The bookcase is now half as tall as it used to be. I inherited the bottom half and my brother has the top. It never had many books on it, unless you count the scrapbooks of our family vacations. Mom made one of those each year.

Pop in his twenties

Pop in his twenties

Mary and I had the bookcase in storage for a while after selling the Vancouver, WA condo we’d bought to be close to Pop but give Mary a place to continue her mortgage business. With Pop gone and the mortgage business imploding with the rest of the financial sector, we didn’t need the condo anymore and were able to sell it. The bookcase and other stuff went into storage.

The more-or-less instant collecting of stuff forces one to consider “do we really need this?” The bookcase is no expensive heirloom, judging from the knots in the wood, Pop fashioned it from inexpensive shop-grade pine. The answer was yes. It’s simply priceless.

As we looked for where to put the folks’ bookcase, we found our current bookshelves groaning under the weight of books. In some cases, we’d stacked books on top of books and had the rows double-parked. We took semi-immediate action.

We closed the door. Can’t be too careful.

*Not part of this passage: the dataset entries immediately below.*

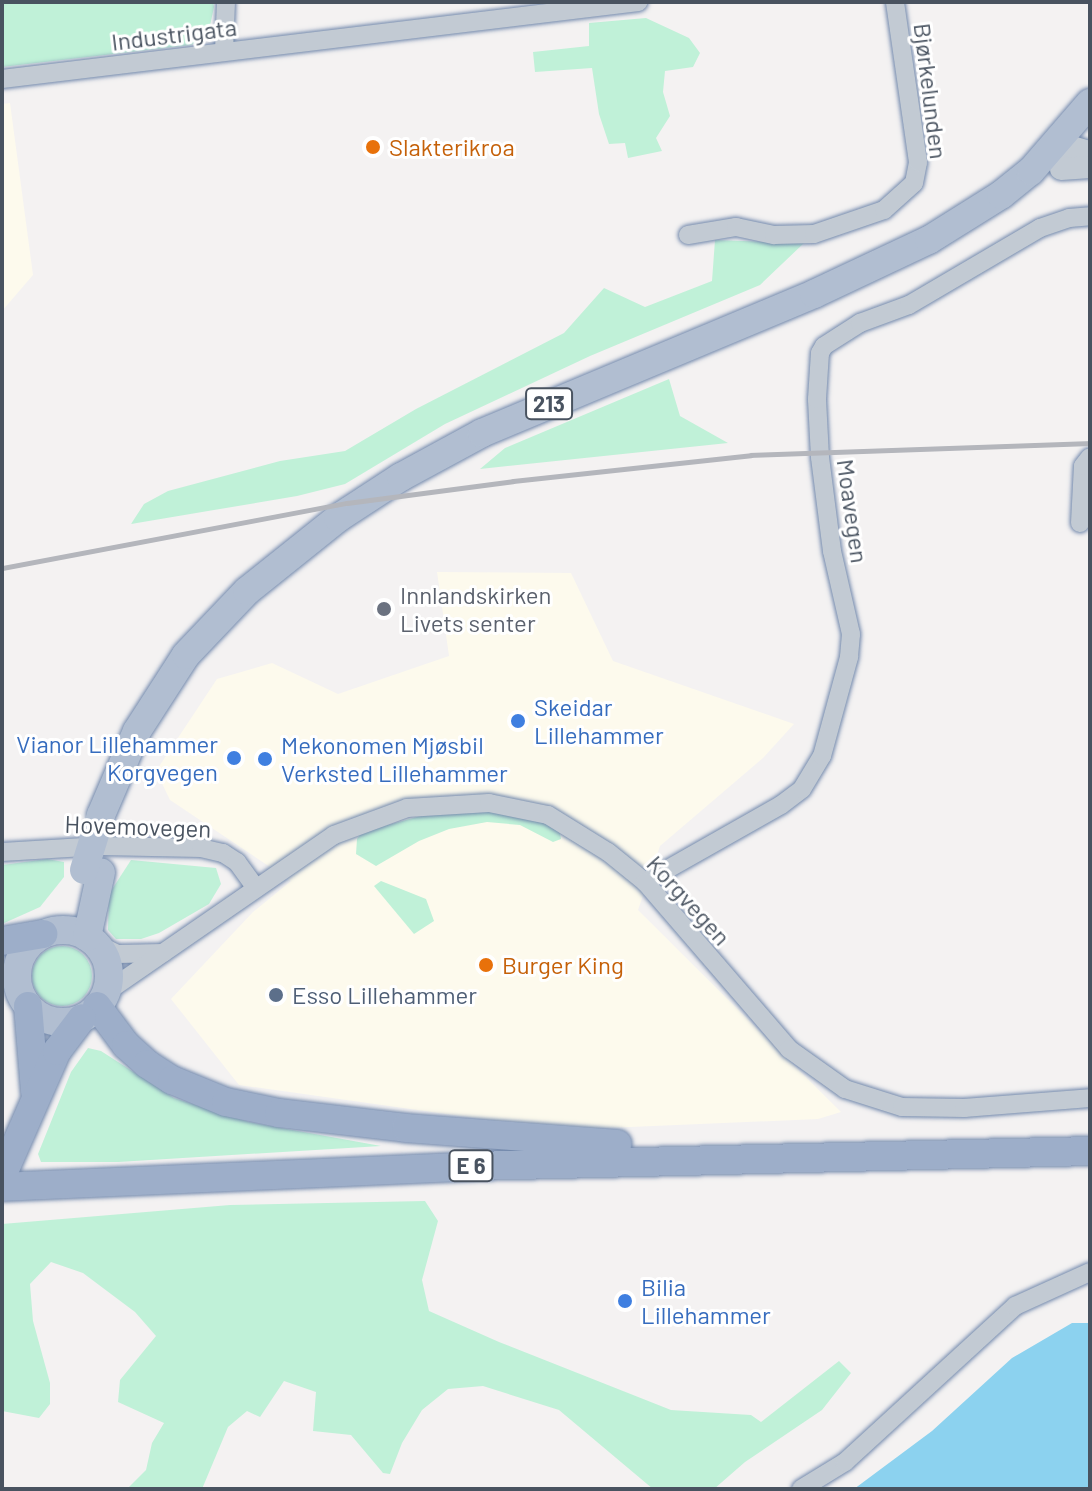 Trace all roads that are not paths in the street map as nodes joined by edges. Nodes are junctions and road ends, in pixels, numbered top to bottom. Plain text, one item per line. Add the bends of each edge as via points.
1 (226, 2) edge
2 (638, 2) edge
3 (895, 2) edge
4 (224, 51) junction
5 (2, 79) edge
6 (1090, 103) edge
7 (1088, 147) edge
8 (1055, 161) junction
9 (1090, 216) edge
10 (688, 235) dead end
11 (1090, 457) edge
12 (1080, 523) dead end
13 (2, 852) edge
14 (645, 882) junction
15 (256, 888) junction
16 (71, 936) junction
17 (2, 941) edge
18 (163, 953) junction
19 (95, 1005) junction
20 (28, 1006) junction
21 (36, 1097) junction
22 (1090, 1098) edge
23 (1090, 1151) edge
24 (940, 1152) junction
25 (2, 1176) edge
26 (2, 1187) edge
27 (1090, 1272) edge
28 (801, 1489) edge

1 - 4 street
2 - 4 street, Industrigata
3 - 10 street, Bjørkelunden via 918,162 914,183 884,210 814,234 774,235 736,227
4 - 5 street, Industrigata
6 - 8 main road, 213
7 - 8 main road, 213
8 - 16 main road, 213 via 1012,211 938,256 488,446 345,529 256,601 197,664 110,816
9 - 14 street, Moavegen via 1040,228 909,305 860,323 824,346 817,399 820,457 832,551 851,634 822,756 802,789 781,805
11 - 12 street via 1083,466
13 - 15 street, Hovemovegen via 101,846 201,848 237,862
14 - 15 street, Korgvegen via 548,815 464,802 375,817 321,843
14 - 22 street, Korgvegen via 789,1049 845,1089 902,1107
15 - 18 street, Korgvegen
16 - 17 highway
16 - 18 street via 118,954
16 - 19 main road via 107,965
16 - 20 main road, 213 via 29,946 19,962 19,990
18 - 19 street, Korgvegen
19 - 20 main road via 65,1021 49,1019
19 - 21 highway via 61,1043
19 - 24 highway via 126,1045 172,1080 226,1102 279,1113 534,1140 877,1142
20 - 21 highway
21 - 25 highway
23 - 24 highway, E 6
24 - 26 highway, E 6
27 - 28 street via 1015,1306 845,1462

We then had the brilliant idea to cull books out. Perhaps we could make a little money from Powell’s Books. But what is the right way to decide which books to keep and which to part with?

An essay by Laura Miller titled, “The Well-Tended Bookshelf” on nytimes.com caught my eye. She too had noticed that her collection had “metastasized” and soon she might be overwhelmed by paper.

She says there are two schools of thought about book collections. They are either, 1) “a self-portrait, a reflection of the owner’s intellect, imagination, taste and accomplishments” or 2) “less as a testimony to the past than as a repository for the future; it’s where you put the books you intend to read.”

In they end, using a method of each of us picking the sell/donate books off the shelf and then the other having veto over the other’s selection, we found that it’s a combination of the two systems.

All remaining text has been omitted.